DIRECTIONS: A word-for-word copy of the entries below is required.

INPUT DATA below:

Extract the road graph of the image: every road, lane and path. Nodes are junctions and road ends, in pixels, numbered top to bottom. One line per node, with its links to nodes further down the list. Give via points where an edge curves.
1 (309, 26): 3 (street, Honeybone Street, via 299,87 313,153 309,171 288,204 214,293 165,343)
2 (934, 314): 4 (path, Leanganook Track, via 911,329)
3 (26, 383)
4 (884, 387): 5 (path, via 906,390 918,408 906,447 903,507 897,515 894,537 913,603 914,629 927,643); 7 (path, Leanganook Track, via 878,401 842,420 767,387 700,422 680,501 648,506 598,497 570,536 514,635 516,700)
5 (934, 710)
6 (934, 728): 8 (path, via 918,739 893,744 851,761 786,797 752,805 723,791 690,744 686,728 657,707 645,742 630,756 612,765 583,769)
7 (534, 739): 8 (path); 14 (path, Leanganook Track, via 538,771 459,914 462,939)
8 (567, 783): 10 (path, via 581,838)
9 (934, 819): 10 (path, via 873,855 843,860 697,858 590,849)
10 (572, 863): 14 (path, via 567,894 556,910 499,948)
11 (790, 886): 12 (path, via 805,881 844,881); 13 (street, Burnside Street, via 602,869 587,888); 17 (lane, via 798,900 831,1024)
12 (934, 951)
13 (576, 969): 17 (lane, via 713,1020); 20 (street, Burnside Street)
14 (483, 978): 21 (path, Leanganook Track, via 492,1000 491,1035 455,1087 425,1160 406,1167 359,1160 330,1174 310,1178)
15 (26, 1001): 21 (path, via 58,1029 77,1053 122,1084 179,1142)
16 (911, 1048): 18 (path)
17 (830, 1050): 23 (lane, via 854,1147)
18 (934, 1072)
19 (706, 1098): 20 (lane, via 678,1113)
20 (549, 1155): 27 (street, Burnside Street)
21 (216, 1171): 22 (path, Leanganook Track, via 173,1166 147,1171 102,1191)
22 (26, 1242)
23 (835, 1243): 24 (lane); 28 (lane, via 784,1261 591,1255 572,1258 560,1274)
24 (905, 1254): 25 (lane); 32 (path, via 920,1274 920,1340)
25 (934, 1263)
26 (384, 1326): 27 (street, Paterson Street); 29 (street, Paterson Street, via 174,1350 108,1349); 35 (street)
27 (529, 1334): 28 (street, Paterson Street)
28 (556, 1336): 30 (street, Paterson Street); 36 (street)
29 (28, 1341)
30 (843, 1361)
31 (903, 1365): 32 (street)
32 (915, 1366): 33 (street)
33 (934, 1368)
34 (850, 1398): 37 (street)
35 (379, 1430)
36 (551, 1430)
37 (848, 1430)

End of INPUT DATA.

RESULT FOR THIS TASK:
Extract the road graph of the image: every road, lane and path. Nodes are junctions and road ends, in pixels, numbered top to bottom. One line per node, with its links to nodes further down the list. Give via points where an edge curves.
1 (309, 26): 3 (street, Honeybone Street, via 299,87 313,153 309,171 288,204 214,293 165,343)
2 (934, 314): 4 (path, Leanganook Track, via 911,329)
3 (26, 383)
4 (884, 387): 5 (path, via 906,390 918,408 906,447 903,507 897,515 894,537 913,603 914,629 927,643); 7 (path, Leanganook Track, via 878,401 842,420 767,387 700,422 680,501 648,506 598,497 570,536 514,635 516,700)
5 (934, 710)
6 (934, 728): 8 (path, via 918,739 893,744 851,761 786,797 752,805 723,791 690,744 686,728 657,707 645,742 630,756 612,765 583,769)
7 (534, 739): 8 (path); 14 (path, Leanganook Track, via 538,771 459,914 462,939)
8 (567, 783): 10 (path, via 581,838)
9 (934, 819): 10 (path, via 873,855 843,860 697,858 590,849)
10 (572, 863): 14 (path, via 567,894 556,910 499,948)
11 (790, 886): 12 (path, via 805,881 844,881); 13 (street, Burnside Street, via 602,869 587,888); 17 (lane, via 798,900 831,1024)
12 (934, 951)
13 (576, 969): 17 (lane, via 713,1020); 20 (street, Burnside Street)
14 (483, 978): 21 (path, Leanganook Track, via 492,1000 491,1035 455,1087 425,1160 406,1167 359,1160 330,1174 310,1178)
15 (26, 1001): 21 (path, via 58,1029 77,1053 122,1084 179,1142)
16 (911, 1048): 18 (path)
17 (830, 1050): 23 (lane, via 854,1147)
18 (934, 1072)
19 (706, 1098): 20 (lane, via 678,1113)
20 (549, 1155): 27 (street, Burnside Street)
21 (216, 1171): 22 (path, Leanganook Track, via 173,1166 147,1171 102,1191)
22 (26, 1242)
23 (835, 1243): 24 (lane); 28 (lane, via 784,1261 591,1255 572,1258 560,1274)
24 (905, 1254): 25 (lane); 32 (path, via 920,1274 920,1340)
25 (934, 1263)
26 (384, 1326): 27 (street, Paterson Street); 29 (street, Paterson Street, via 174,1350 108,1349); 35 (street)
27 (529, 1334): 28 (street, Paterson Street)
28 (556, 1336): 30 (street, Paterson Street); 36 (street)
29 (28, 1341)
30 (843, 1361)
31 (903, 1365): 32 (street)
32 (915, 1366): 33 (street)
33 (934, 1368)
34 (850, 1398): 37 (street)
35 (379, 1430)
36 (551, 1430)
37 (848, 1430)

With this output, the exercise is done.